Escalope game. Alors que le passage à des régimes plus faibles en produits animaux est l’un des leviers les plus puissants pour lutter contre la crise climatique, ce sujet n’est encore que timidement abordé au Salon de l’agriculture. Récit.
Il aura fallu attendre la 59e édition du Salon international de l’agriculture (SIA) pour qu’un organisme dédié à la transition alimentaire vers le végétal y soit représenté. Et pour décrocher son stand, l’Observatoire national des alimentations végétales (Onav) a montré patte blanche. «Il m’a fallu expliquer qu’on n’était pas là pour critiquer l’élevage ou faire la promotion du véganisme, rapporte Florimond Peureux, son président. J’ai insisté lourdement sur le fait qu’on n’avait aucun lien avec les associations militantes, qu’on était juste là pour fournir de l’information.»
Malgré ces efforts et quelques jours après un accord tacite, «on nous a dit que notre présence avait fait grincer des dents en coulisse». D’abord envisagée au pavillon 4 (le pavillon institutionnel), la jeune organisation est finalement assignée au pavillon 2.2, dédié aux «cultures et filières végétales, jardin et potager». La directrice du SIA, Valérie Le Roy, évoque une «cohérence de nomenclature». Le stand de 50m² se retrouve donc coincé entre un vendeur de tables en mosaïque et un stand de perches télescopiques. Pas vraiment ce qu’avait imaginé l’organisation, dont l’objectif est d’accompagner la démocratisation des alimentations végétales. «Beaucoup de personnes souhaitent nous parler, et elles sont toutes au pavillon institutionnel. Là, on va les rater, regrette Florimond Peureux. C’est une opportunité gâchée.»
L’Onav conçoit sa venue au SIA comme une «case à cocher», une étape nécessaire pour gagner en respectabilité et se rapprocher des réseaux d’influence, fermés aux associations jugées trop militantes. «La question de la végétalisation s’institutionnalise, conquiert les clubs de réflexion sur l’alimentation, les groupes de travail à l’Assemblée nationale». Peu après l’annonce de sa présence au SIA, l’organisation a rejoint le groupe de travail sur l’alimentation de la SNBC (Stratégie nationale bas-carbone), feuille de route du gouvernement pour atteindre la neutralité carbone d’ici à 2050.
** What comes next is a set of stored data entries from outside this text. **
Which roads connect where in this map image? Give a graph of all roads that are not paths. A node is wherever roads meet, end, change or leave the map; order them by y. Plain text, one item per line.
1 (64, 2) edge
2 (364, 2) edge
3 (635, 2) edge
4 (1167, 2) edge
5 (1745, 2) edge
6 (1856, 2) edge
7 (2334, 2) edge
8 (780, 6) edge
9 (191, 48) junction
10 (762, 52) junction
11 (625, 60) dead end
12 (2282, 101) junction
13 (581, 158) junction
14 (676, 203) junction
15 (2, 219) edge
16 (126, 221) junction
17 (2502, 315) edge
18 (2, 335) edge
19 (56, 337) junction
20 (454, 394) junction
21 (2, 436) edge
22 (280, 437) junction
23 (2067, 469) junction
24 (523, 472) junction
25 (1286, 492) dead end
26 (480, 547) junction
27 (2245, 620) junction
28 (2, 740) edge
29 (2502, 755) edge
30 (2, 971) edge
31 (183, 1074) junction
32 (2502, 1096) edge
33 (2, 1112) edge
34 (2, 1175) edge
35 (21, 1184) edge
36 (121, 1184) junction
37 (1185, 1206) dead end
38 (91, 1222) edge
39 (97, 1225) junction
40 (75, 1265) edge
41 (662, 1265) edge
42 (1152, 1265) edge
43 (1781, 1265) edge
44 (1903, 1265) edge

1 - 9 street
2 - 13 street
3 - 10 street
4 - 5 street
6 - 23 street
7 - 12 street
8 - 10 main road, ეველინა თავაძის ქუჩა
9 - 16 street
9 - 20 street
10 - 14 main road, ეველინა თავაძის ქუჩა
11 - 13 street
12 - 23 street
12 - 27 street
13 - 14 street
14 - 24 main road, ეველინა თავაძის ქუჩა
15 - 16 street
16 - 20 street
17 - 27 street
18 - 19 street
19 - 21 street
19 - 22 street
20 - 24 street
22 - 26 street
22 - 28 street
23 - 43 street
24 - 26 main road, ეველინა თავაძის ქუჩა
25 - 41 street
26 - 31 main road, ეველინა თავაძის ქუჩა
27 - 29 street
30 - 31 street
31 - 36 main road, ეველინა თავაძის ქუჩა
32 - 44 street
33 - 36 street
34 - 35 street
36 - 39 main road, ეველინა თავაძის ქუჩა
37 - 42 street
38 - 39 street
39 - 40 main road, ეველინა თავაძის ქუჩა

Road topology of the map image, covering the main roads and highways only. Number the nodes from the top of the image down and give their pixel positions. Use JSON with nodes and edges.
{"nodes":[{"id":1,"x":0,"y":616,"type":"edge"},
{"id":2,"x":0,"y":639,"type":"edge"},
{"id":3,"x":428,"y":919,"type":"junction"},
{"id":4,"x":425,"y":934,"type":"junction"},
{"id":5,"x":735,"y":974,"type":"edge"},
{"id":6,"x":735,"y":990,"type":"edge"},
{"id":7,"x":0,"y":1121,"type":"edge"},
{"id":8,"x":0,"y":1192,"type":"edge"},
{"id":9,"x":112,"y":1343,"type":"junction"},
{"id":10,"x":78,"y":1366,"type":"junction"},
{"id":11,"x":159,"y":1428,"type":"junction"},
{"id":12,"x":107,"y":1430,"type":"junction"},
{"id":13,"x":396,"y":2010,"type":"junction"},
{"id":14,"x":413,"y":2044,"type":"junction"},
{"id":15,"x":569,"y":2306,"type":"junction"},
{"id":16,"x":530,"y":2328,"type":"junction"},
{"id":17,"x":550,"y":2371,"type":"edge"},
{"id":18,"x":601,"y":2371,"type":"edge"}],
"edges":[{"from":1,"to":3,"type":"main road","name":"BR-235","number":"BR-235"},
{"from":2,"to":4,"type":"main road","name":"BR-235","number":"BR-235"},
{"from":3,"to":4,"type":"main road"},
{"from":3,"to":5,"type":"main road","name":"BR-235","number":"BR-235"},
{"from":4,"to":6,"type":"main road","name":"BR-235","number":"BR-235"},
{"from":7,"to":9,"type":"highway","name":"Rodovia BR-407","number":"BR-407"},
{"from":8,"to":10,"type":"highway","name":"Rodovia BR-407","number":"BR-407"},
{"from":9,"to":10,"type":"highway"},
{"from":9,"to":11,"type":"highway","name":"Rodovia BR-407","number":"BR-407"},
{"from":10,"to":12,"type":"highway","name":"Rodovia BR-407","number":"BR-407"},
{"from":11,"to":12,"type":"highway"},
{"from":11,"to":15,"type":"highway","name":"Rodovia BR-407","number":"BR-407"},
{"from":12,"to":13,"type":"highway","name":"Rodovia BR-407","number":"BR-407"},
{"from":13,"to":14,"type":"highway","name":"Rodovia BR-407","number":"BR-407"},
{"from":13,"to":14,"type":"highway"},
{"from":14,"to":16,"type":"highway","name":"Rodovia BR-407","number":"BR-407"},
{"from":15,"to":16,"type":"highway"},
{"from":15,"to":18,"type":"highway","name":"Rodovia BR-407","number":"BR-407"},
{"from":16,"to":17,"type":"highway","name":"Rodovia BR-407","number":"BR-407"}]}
Aujourd’hui, l’agriculture est la deuxième source d’émissions de gaz à effet de serre en France, et l’élevage – surtout bovin – est le principal responsable de ce bilan. Levier à la fois individuel et collectif, la végétalisation de l’alimentation est l’un des moyens les plus efficaces pour enrayer la crise climatique, a rappelé le Giec dans son dernier rapport.
La présence discrète de la viande végétale
À quelques stands de là, Viki Mittoo fait déguster aux visiteurs ses steaks et nuggets Promeless, conçus à partir de protéines de blé et de pois. «En 2018, c’était un véritable défi de se lancer au SIA avec de la viande végétale, se souvient-il, en vétéran. On provoquait la colère de pas mal d’éleveurs, qui venaient nous dire qu’on n’avait rien à faire ici. Ça a été la guerre quasiment tous les jours». Le jeune entrepreneur s’était à l’époque confié au Parisien : «On nous a insultés, c’était très dur».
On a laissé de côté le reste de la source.